Lifetime Health Cover (LHC) Loading

While not really a tax as such, the Lifetime Health Cover (LHC) loading can also cost you money. If you haven’t taken out private hospital cover by the age of 31, you’ll be penalised when you finally do get cover.

The initiative is designed to encourage Australians to take out hospital cover before the age of 30, hence taking pressure off the public system. Each year after your 31st birthday that you wait to get cover, it will cost you 2% more which is 2% for each year. So, if you turned 30 and waited 8 years to get hospital cover, your premiums will cost 16% more. Furthermore, the loading stays with you for another 10 years.

If you take out hospital cover before your 31st birthday, you’re exempt from the loading. Because of this you’ll always be able to get the best price on offer by your health fund.

How Do I Claim the Private Health Insurance Rebate?

You can claim the rebate in two different ways, and certainly neither of them are difficult.

Direct from health fund: You can let your insurer know what your income is, and consequently they will apply the rebate for you. Hence the rebate will be deducted from your monthly premiums.

At tax time: If you don’t claim your rebate from a health fund, you can certainly include the details in your tax return. Likewise, the money will come back to you as part of your entire tax return.
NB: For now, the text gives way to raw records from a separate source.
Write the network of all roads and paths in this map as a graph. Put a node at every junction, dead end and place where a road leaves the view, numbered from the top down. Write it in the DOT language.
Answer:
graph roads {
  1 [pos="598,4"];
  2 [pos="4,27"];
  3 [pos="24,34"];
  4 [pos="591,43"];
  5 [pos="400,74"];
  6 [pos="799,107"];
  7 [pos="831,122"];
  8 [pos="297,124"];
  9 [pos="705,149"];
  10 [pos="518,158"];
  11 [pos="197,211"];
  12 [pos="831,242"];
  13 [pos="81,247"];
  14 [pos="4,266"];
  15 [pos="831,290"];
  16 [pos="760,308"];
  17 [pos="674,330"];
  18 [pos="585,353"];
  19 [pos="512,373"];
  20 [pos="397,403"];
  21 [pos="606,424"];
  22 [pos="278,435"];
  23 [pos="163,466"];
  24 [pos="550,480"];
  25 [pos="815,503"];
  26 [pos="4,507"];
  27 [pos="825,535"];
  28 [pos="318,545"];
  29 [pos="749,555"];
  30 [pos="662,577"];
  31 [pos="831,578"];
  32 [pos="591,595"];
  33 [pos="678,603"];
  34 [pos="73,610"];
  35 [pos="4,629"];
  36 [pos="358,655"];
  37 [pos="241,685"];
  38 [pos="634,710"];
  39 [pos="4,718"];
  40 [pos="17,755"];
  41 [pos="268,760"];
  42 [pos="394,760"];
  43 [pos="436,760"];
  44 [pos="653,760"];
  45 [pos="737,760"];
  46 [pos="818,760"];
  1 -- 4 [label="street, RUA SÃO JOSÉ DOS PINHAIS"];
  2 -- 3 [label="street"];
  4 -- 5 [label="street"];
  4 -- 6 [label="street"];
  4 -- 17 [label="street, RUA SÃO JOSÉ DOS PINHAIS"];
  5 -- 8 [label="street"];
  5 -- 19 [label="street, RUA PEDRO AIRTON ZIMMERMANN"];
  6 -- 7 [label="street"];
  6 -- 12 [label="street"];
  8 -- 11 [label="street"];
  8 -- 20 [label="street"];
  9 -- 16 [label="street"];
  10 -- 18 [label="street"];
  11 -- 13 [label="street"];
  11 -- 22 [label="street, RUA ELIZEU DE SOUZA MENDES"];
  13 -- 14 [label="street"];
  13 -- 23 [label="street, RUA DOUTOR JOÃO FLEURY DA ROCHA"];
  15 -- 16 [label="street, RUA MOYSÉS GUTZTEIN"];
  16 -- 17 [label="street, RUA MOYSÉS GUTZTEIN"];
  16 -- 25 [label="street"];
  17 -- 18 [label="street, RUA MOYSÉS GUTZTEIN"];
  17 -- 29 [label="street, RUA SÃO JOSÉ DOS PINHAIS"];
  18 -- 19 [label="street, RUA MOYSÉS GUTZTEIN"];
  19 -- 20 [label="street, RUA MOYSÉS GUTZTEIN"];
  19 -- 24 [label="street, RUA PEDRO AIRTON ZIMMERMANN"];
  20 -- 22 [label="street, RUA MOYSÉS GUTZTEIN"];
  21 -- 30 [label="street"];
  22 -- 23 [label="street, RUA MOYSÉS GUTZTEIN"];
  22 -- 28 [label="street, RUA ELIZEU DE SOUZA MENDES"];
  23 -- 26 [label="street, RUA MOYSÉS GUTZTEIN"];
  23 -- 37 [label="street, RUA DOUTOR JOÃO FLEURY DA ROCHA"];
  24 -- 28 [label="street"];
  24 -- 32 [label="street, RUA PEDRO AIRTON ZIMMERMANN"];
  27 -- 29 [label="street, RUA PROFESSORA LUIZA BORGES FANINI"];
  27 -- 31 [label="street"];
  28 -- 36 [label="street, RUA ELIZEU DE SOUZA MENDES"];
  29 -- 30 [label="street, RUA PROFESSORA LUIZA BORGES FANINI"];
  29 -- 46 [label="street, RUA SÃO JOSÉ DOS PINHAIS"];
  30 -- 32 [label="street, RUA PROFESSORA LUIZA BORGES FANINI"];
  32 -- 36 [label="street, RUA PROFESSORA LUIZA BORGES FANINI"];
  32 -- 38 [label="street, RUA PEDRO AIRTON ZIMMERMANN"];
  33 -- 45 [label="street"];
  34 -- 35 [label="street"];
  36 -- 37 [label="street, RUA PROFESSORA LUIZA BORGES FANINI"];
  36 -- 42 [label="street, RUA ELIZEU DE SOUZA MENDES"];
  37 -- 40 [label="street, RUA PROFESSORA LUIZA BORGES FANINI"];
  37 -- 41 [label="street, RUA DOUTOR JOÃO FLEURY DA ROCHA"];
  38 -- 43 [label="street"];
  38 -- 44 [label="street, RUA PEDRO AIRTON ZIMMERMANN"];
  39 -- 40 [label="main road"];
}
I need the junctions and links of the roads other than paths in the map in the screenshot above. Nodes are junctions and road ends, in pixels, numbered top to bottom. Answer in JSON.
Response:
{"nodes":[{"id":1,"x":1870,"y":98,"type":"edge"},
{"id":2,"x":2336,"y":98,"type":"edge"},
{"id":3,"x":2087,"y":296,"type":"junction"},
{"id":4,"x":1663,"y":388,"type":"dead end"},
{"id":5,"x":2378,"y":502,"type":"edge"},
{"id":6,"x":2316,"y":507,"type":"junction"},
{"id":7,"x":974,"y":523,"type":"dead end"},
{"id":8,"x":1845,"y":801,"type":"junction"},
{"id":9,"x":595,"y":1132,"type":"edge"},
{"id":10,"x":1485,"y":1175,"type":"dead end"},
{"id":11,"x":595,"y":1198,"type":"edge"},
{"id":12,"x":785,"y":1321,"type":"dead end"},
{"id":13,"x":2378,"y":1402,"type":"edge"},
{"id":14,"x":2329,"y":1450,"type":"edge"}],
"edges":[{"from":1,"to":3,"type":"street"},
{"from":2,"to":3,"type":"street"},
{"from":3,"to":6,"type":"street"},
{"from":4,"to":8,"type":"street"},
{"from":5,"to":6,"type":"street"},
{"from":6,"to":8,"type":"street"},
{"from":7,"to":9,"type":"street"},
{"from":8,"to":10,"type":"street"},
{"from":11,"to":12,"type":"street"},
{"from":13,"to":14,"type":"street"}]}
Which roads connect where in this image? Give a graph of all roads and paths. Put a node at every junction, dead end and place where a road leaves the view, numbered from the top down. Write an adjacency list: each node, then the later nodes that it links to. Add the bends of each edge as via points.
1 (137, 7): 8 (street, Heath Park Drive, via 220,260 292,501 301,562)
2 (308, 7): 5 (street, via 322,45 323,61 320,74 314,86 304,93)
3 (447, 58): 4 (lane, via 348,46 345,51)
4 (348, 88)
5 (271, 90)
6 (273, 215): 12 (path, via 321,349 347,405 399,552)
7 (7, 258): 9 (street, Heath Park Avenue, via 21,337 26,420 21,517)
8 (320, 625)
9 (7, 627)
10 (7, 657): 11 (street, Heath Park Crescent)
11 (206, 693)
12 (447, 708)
Compare Health Insurance Providers?

If you’re not looking to save on your tax return, then why not do a health insurance comparison and compare health insurance providers through Billy Explores! Get your current health insurance policy out, see what extras cover you have then get comparing!

We think there is no better way to save both time and effort comparing health insurance plans. The private health insurance rebate is great, but everyone can always save more! Billy Explores is your friendly health insurance expert, and he wants to get the best value health insurance for you. Let Billy compare health insurance deals for you from our panel of providers, and see how much you can potentially save!

 

FAQs

  • Do I have to pay the Medicare Levy Surcharge if I have private health insurance?

    No! If you have held private health cover for the whole year, then you don’t have to pay the Medicare Levy Surcharge.

  • Do I have to pay Lifetime Health Cover (LHC) Loading?

    If you take out private health insurance after the age of 31, then you do have to pay a premium on your hospital cover when you take it out.